5. The method of claim 4, wherein the central service model aggregates gradient vectors corresponding to the at least two local models to generate an aggregate gradient vector, comprising:

the central service model sums the gradient vectors corresponding to the at least two local models and takes the sum of the gradient vectors as an aggregate gradient vector.

6. The method of claim 4, wherein the at least two local models update their own models based on the aggregate gradient vector, respectively, comprising:

and each local model in the at least two local models respectively calculates the ratio of the aggregate gradient vector to the number of the local models, generates a target gradient vector, and updates the model based on the target gradient vector.

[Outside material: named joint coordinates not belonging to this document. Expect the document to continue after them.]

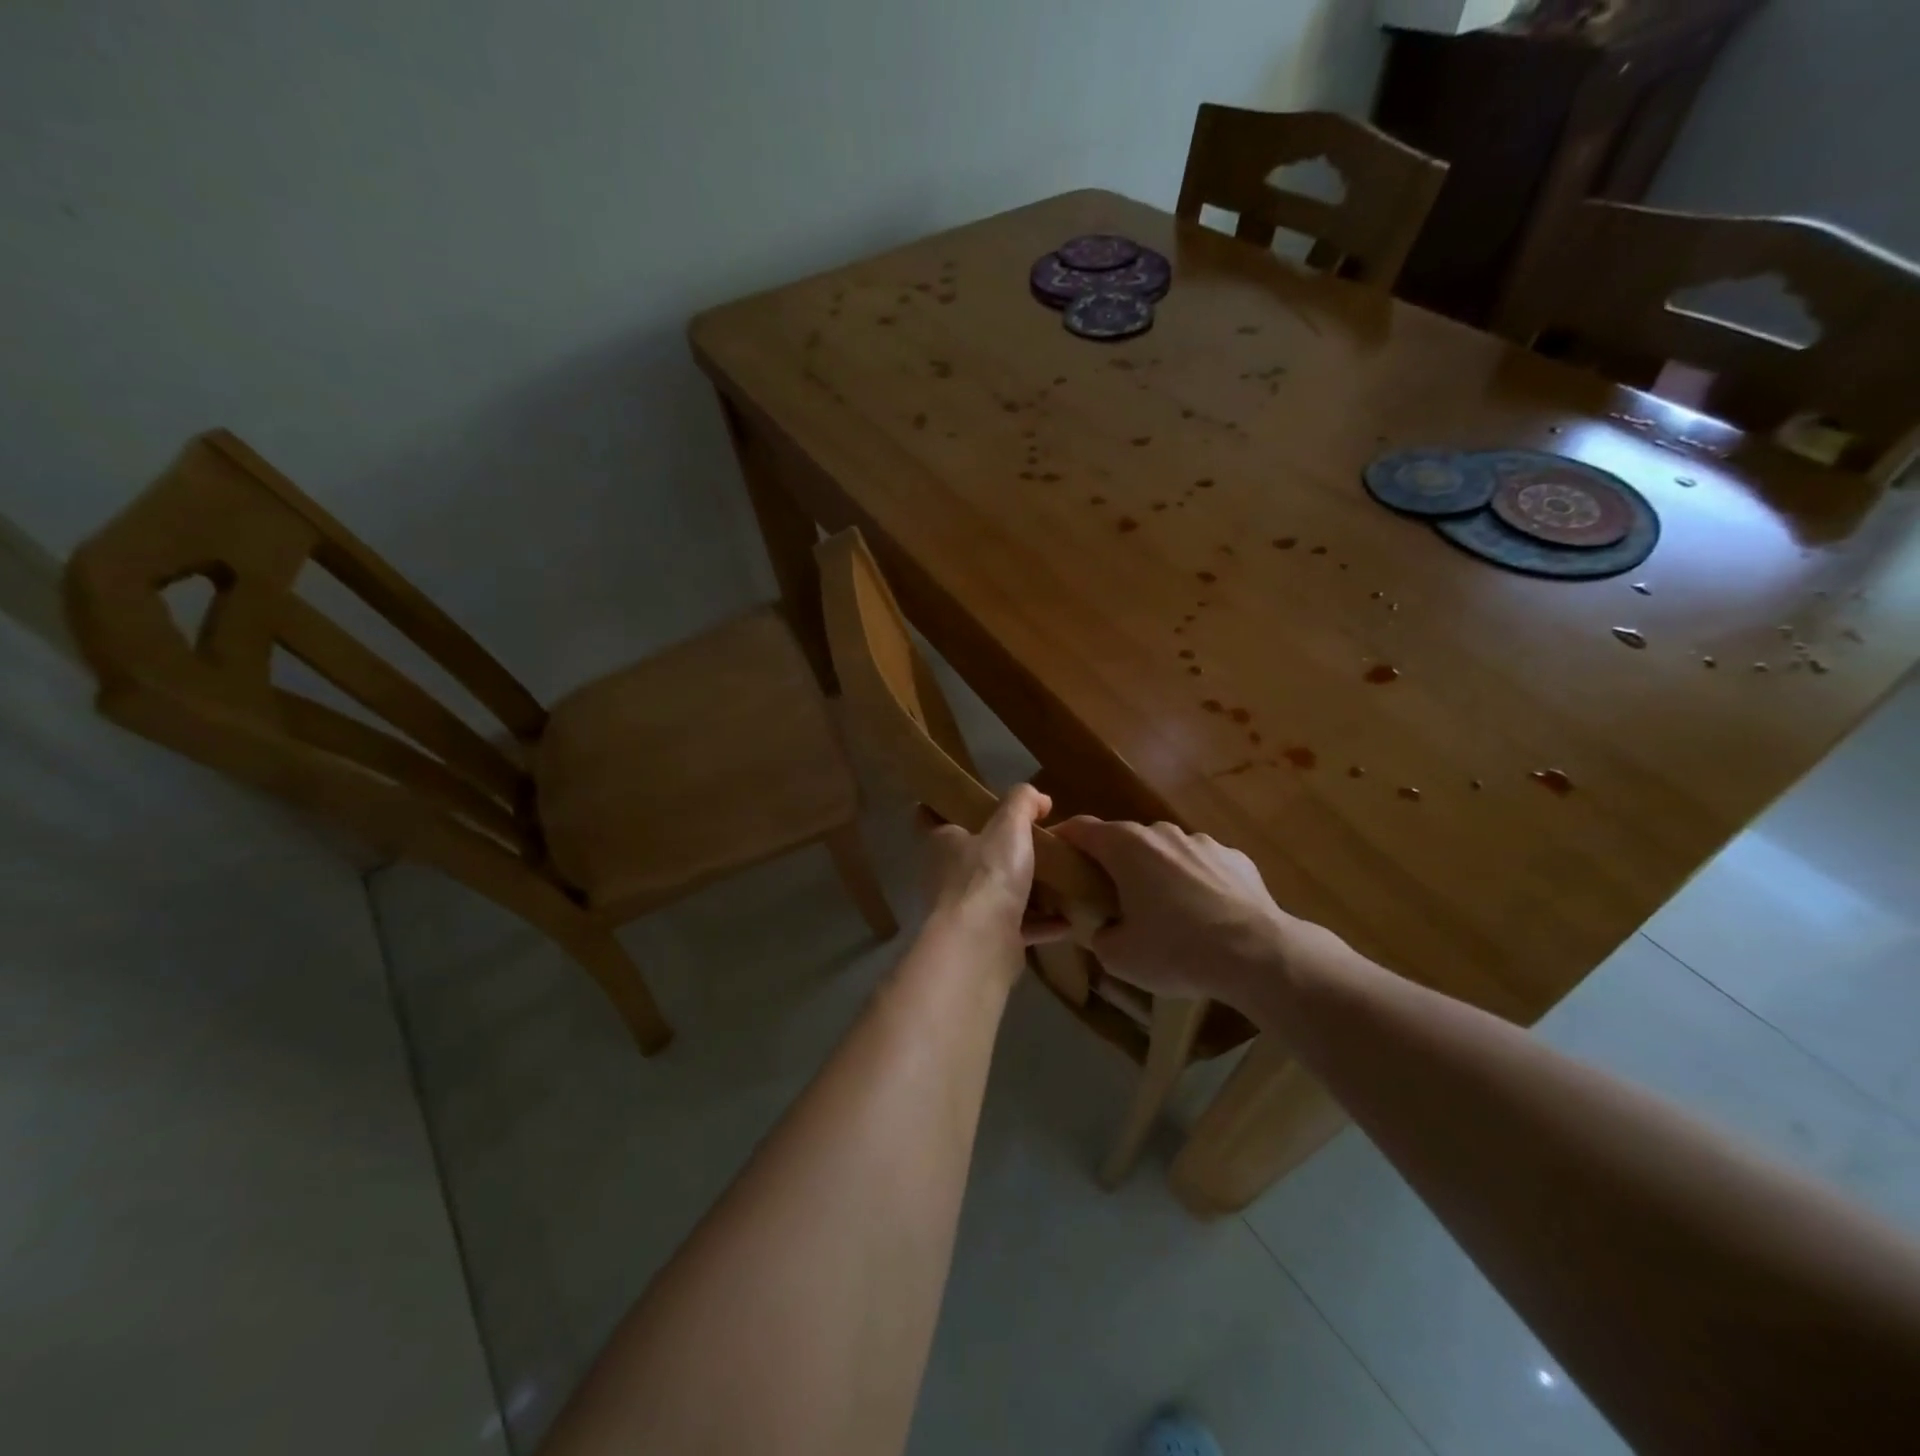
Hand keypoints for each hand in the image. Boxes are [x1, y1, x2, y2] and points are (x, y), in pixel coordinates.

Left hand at [918, 784, 1072, 953]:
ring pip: (996, 893)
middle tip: (1031, 838)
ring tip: (1057, 878)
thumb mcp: (1009, 826)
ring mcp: (967, 911)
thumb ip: (1022, 803)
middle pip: (970, 856)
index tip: (969, 800)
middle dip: (996, 849)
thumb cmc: (988, 875)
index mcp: (943, 843)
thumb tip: (1038, 797)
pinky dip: (1042, 924)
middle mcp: (948, 875)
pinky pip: (1019, 927)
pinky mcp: (989, 940)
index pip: (931, 817)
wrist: (982, 944)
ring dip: (1024, 889)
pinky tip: (1068, 920)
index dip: (944, 805)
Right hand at [1051, 817, 1331, 1004]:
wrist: (1259, 955)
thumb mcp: (1118, 956)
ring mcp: (1202, 842)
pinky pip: (1202, 866)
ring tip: (1164, 914)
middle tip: (1108, 899)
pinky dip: (1194, 883)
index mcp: (1125, 847)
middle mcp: (1161, 833)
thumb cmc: (1177, 950)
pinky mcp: (1236, 858)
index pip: (1080, 828)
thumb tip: (1103, 928)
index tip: (1053, 857)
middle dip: (1112, 864)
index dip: (1062, 839)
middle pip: (1124, 840)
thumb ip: (1098, 934)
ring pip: (1165, 853)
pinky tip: (1205, 917)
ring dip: (1156, 874)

7. The method of claim 1, further comprising, after generating the supply chain transaction data anomaly detection model:

acquiring target supply chain transaction data to be detected, and extracting target characteristic information of the target supply chain transaction data;

inputting the target characteristic information into the supply chain transaction data anomaly detection model;

and judging whether the target supply chain transaction data is abnormal or not according to the output result of the supply chain transaction data abnormality detection model.

8. An abnormality detection model constructing apparatus comprising:

9. An electronic device, the electronic device comprising:

at least one processor; and

a memory communicatively coupled to the at least one processor; wherein,

the memory stores a computer program executable by the at least one processor to enable the at least one processor to perform the method of constructing an anomaly detection model of any one of claims 1-7.

10. A computer-readable storage medium storing computer instructions for causing a processor to implement the method of constructing the anomaly detection model of any one of claims 1-7 when executed.